Score-based Pullback Riemannian Geometry
Overview
In our work, we propose a score-based pullback Riemannian metric, giving closed-form geodesics and interpretable autoencoding, capturing the intrinsic dimensionality & geometry of data!
We show that this geometry can naturally be extracted by adapting the normalizing flow framework with isometry regularization and base distribution anisotropy.
Model Definition and Training
We introduce two key modifications to the Normalizing Flow framework that allow us to construct Riemannian geometry from unimodal densities \(p: \mathbb{R}^d \rightarrow \mathbb{R}^d \) of the form \[p(\mathbf{x}) \propto e^{-\psi(\varphi(\mathbf{x}))} \] where \(\psi: \mathbb{R}^d \rightarrow \mathbb{R}^d\) is a smooth strongly convex function and \(\phi: \mathbb{R}^d \rightarrow \mathbb{R}^d\) is a diffeomorphism.
- Anisotropic Base Distribution: Instead of using a fixed isotropic Gaussian as the base distribution, we parameterize the diagonal elements of the covariance matrix \(\mathbf{\Sigma}_{\theta_1}\) of the base distribution. This allows the model to learn an anisotropic Gaussian, capturing variations along different directions of the data manifold.
- Isometry Regularization: We encourage the flow \(\phi_{\theta_2}\) to be approximately isometric with respect to the Euclidean metric. This is achieved by adding a regularization term to the training objective, promoting the preservation of distances and angles during the transformation. This leads to more stable and interpretable manifold mappings.
Normalizing Flow Density and Training Objective
- \( \phi_{\theta_2}: \mathbb{R}^d \rightarrow \mathbb{R}^d \) is an invertible transformation (diffeomorphism) parameterized by \( \theta_2 \).
- \( D_{\mathbf{x}} \phi_{\theta_2} \) is the Jacobian matrix of \( \phi_{\theta_2} \) at point \( \mathbf{x} \).

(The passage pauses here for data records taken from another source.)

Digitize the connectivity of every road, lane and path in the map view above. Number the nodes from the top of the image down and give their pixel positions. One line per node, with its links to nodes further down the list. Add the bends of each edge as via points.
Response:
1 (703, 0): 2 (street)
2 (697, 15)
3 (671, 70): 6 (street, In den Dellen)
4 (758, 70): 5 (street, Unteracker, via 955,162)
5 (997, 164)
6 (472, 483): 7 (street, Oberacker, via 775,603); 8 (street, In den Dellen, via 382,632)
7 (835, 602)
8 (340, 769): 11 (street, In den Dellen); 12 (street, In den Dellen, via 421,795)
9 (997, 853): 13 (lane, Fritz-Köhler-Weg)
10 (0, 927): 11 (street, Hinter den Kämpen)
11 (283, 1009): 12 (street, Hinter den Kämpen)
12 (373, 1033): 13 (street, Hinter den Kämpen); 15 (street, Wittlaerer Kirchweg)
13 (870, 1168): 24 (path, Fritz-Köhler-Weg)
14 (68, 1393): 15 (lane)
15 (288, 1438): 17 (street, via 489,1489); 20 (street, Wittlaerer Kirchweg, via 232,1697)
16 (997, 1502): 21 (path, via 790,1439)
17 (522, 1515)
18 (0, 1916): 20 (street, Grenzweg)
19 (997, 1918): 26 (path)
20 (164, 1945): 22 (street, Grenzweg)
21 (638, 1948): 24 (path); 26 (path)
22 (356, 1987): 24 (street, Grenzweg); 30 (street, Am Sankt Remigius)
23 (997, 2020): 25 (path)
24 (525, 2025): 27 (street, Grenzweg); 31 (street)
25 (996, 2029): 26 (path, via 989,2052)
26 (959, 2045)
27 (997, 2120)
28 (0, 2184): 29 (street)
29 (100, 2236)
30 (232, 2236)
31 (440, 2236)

- \( p_{\mathcal{Z}}(\mathbf{z}) \) is the base density evaluated at \( \mathbf{z} = \phi_{\theta_2}(\mathbf{x}) \).
Base Density
The base density \( p_{\mathcal{Z}}(\mathbf{z}) \) is chosen as the density of an anisotropic Gaussian distribution with a learnable covariance matrix \( \mathbf{\Sigma}_{\theta_1} \): \[ p_{\mathcal{Z}}(\mathbf{z}) = \frac{1}{(2\pi)^{d/2} \det(\mathbf{\Sigma}_{\theta_1})^{1/2}} \exp\left( -\frac{1}{2} \mathbf{z}^\top \mathbf{\Sigma}_{\theta_1}^{-1} \mathbf{z} \right). \]Training Objective
Our training objective combines the negative log-likelihood of the data under the model with an isometry regularization term: \[ \mathcal{L}(\theta_1, \theta_2) = \mathbb{E}_{\mathbf{x} \sim p_{\text{data}}} \left[ -\log p_{\theta_1, \theta_2}(\mathbf{x}) \right] + \lambda_{\text{iso}} \, \mathbb{E}_{\mathbf{x} \sim p_{\text{data}}} \left[ \left\| (D_{\mathbf{x}} \phi_{\theta_2})^\top D_{\mathbf{x}} \phi_{\theta_2} - \mathbf{I}_d \right\|_F^2 \right], \] where:- Negative Log-Likelihood Term: Encourages the model to fit the data distribution by minimizing the negative log-likelihood. Expanding this term, we get: \[ \begin{align*} \mathbb{E}_{\mathbf{x} \sim p_{\text{data}}} \left[ - \log p_{\theta_1, \theta_2}(\mathbf{x}) \right] &= \mathbb{E}_{\mathbf{x} \sim p_{\text{data}}} \left[ - \log p_{\mathcal{Z}} \left( \phi_{\theta_2}(\mathbf{x}) \right) - \log \left| \det \left( D_{\mathbf{x}} \phi_{\theta_2} \right) \right| \right] \\ &= \mathbb{E}_{\mathbf{x} \sim p_{\text{data}}} \left[ \frac{d}{2} \log (2\pi) + \frac{1}{2} \log \det \left( \mathbf{\Sigma}_{\theta_1} \right) + \frac{1}{2} \phi_{\theta_2}(\mathbf{x})^\top \mathbf{\Sigma}_{\theta_1}^{-1} \phi_{\theta_2}(\mathbf{x}) - \log \left| \det \left( D_{\mathbf{x}} \phi_{\theta_2} \right) \right| \right]. \end{align*} \]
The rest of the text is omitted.